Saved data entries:
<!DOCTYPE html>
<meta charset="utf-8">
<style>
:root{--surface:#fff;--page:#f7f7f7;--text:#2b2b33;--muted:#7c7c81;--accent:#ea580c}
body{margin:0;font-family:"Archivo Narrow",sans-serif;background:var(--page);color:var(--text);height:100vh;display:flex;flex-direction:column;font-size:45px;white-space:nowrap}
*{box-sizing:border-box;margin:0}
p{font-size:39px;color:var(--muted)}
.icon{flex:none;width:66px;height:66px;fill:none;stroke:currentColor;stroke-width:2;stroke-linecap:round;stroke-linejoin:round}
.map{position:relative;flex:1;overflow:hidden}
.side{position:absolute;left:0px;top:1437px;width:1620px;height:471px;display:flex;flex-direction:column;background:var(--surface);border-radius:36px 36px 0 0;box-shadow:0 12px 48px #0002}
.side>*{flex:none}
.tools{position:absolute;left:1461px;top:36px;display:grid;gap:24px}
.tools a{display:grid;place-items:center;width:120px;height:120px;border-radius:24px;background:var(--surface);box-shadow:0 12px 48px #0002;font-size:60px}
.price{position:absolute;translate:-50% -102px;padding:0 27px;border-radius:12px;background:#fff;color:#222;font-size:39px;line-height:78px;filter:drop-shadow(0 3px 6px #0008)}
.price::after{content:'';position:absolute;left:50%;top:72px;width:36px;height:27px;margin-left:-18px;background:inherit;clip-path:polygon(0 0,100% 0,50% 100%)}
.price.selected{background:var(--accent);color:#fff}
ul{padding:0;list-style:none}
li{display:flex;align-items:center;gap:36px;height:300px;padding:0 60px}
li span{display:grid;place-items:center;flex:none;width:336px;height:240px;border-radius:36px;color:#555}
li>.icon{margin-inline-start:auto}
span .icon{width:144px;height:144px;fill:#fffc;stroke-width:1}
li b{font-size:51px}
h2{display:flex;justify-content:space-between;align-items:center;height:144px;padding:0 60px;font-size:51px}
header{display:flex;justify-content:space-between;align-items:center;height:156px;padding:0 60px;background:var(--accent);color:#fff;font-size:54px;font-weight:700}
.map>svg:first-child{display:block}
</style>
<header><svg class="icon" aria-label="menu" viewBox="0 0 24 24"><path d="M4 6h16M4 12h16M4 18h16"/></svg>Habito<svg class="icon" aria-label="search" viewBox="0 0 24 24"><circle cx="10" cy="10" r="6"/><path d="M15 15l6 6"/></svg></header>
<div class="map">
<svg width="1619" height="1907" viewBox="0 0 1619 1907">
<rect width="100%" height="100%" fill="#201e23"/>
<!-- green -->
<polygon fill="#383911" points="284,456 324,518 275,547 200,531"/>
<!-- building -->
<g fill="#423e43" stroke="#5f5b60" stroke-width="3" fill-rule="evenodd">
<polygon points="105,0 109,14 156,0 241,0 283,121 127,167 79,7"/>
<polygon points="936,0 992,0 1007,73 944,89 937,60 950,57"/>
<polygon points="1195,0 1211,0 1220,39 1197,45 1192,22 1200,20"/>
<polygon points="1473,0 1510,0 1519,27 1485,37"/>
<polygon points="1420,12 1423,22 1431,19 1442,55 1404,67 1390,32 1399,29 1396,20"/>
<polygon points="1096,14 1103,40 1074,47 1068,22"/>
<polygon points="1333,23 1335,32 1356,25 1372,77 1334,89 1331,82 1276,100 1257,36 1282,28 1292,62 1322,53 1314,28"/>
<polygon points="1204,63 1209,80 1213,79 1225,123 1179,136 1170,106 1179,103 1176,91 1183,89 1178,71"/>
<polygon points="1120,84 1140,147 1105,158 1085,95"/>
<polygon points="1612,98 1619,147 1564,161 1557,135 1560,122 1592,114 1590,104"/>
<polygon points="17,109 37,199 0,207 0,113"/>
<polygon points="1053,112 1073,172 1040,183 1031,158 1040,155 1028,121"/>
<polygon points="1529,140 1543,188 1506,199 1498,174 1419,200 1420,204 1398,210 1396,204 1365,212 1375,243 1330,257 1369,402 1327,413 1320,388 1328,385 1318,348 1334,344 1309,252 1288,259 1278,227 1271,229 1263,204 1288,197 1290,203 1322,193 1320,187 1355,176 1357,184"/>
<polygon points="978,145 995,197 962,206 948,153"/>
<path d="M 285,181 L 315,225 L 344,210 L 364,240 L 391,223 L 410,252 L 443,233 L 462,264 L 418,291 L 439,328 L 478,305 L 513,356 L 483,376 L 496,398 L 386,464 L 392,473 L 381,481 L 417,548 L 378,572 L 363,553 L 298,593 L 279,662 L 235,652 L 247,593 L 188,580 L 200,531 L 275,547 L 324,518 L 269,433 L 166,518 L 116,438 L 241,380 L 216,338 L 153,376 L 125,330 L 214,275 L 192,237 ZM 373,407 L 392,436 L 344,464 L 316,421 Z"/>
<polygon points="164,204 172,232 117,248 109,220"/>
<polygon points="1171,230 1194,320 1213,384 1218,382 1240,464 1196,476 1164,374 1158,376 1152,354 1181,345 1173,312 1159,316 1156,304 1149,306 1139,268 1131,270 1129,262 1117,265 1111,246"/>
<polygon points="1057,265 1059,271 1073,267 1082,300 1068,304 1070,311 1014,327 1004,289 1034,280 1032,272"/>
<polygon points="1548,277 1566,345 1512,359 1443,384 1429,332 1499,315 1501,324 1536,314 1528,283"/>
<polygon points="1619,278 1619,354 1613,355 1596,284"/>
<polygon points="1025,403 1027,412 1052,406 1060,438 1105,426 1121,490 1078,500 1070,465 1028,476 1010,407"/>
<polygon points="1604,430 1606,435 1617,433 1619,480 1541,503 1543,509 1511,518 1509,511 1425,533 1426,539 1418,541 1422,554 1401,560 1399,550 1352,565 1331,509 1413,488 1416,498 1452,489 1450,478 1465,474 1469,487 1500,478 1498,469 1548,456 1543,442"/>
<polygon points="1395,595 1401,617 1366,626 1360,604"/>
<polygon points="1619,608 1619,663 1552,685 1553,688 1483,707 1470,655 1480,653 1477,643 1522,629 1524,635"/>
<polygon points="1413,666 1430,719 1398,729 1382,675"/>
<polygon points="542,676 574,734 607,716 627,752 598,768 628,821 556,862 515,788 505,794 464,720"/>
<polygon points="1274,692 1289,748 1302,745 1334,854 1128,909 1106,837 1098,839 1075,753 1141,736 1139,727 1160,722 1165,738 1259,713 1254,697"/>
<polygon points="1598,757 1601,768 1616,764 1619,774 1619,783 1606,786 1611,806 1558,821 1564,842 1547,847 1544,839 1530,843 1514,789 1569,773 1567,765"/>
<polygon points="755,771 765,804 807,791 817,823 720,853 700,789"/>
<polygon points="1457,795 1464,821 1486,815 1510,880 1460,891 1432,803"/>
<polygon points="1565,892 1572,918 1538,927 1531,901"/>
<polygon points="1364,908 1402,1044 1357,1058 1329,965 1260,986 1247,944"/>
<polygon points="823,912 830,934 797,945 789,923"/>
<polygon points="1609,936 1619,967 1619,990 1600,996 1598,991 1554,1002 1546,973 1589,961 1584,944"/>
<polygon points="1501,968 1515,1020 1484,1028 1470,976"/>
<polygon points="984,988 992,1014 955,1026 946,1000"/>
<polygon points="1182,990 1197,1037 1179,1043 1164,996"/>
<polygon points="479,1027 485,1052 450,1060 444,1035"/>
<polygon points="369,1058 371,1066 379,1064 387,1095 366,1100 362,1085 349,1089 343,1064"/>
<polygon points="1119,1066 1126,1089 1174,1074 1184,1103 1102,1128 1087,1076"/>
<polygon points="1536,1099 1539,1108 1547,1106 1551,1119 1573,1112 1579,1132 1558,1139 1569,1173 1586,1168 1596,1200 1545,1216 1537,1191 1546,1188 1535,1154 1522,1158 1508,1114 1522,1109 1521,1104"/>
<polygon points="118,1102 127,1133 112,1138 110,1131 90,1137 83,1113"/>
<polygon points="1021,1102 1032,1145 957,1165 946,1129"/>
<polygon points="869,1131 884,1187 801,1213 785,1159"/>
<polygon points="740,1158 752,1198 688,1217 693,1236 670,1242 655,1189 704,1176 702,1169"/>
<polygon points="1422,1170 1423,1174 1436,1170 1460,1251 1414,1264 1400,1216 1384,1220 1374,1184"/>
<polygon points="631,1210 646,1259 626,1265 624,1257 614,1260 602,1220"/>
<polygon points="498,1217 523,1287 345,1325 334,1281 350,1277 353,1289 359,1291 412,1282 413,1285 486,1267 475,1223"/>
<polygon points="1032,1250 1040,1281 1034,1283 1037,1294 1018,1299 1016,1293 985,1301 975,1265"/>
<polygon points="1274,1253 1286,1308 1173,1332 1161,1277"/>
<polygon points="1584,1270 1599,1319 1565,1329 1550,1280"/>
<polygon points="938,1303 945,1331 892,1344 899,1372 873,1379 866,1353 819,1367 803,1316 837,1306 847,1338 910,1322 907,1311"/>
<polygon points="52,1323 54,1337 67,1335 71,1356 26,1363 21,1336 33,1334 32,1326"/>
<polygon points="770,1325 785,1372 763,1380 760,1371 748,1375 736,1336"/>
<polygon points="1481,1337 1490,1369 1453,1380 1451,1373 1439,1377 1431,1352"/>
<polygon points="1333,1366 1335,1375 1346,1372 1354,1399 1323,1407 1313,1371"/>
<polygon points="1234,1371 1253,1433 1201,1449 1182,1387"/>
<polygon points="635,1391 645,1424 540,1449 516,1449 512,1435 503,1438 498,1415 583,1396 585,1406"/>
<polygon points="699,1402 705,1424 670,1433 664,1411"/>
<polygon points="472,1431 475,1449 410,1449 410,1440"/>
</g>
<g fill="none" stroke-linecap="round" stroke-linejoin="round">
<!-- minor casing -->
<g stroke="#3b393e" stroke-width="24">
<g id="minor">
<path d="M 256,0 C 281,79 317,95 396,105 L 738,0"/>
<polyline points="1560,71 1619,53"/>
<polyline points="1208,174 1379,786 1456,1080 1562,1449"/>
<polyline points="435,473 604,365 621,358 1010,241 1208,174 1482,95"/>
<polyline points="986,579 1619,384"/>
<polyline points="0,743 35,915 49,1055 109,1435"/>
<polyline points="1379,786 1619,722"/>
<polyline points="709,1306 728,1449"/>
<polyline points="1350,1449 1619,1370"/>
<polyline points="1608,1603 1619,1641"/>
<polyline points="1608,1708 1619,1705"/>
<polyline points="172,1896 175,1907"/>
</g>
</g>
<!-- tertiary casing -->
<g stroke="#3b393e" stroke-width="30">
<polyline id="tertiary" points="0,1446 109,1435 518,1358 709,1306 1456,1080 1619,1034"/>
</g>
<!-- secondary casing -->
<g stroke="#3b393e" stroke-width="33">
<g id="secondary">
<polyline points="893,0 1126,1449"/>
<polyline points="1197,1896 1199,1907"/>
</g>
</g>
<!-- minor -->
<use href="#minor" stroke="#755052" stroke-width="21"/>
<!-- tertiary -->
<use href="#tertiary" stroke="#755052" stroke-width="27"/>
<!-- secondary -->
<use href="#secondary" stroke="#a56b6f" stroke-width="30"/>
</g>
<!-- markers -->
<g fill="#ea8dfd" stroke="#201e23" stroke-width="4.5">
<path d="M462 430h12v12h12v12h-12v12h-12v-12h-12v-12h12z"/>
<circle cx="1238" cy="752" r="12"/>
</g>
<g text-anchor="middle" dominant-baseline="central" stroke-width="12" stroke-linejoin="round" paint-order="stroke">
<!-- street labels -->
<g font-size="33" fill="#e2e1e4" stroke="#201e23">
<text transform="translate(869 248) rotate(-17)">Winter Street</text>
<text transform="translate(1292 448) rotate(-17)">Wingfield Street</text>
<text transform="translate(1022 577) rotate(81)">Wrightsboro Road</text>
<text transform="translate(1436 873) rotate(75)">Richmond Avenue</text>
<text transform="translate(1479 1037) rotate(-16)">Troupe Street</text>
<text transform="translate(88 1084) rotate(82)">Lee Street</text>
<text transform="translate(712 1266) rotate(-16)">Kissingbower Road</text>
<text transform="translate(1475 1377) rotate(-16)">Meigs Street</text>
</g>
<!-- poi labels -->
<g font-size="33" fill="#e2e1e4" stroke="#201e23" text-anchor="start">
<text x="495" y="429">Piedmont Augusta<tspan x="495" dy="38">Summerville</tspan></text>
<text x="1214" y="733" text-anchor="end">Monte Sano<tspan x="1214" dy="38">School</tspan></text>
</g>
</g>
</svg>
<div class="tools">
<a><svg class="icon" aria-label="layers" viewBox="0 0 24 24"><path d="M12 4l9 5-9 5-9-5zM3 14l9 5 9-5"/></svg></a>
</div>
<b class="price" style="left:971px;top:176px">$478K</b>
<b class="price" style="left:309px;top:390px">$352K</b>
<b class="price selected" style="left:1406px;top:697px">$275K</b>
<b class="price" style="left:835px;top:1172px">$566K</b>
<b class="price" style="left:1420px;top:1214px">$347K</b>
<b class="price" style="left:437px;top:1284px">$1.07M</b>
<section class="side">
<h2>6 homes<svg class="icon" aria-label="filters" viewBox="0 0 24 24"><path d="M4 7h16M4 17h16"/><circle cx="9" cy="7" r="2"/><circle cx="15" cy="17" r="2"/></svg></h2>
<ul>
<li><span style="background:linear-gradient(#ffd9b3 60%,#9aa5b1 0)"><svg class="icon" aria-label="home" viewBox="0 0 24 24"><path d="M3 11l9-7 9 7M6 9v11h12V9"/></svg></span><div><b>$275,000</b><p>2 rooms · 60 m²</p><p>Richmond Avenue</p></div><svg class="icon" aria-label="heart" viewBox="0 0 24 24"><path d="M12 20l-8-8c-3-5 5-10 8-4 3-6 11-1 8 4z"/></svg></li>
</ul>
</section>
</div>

*How to complete this task*: Please find each line in the records above that holds the word "linecap", and copy it.

*Solution for this problem*:
.icon{flex:none;width:66px;height:66px;fill:none;stroke:currentColor;stroke-width:2;stroke-linecap:round;stroke-linejoin:round}
<g fill="none" stroke-linecap="round" stroke-linejoin="round">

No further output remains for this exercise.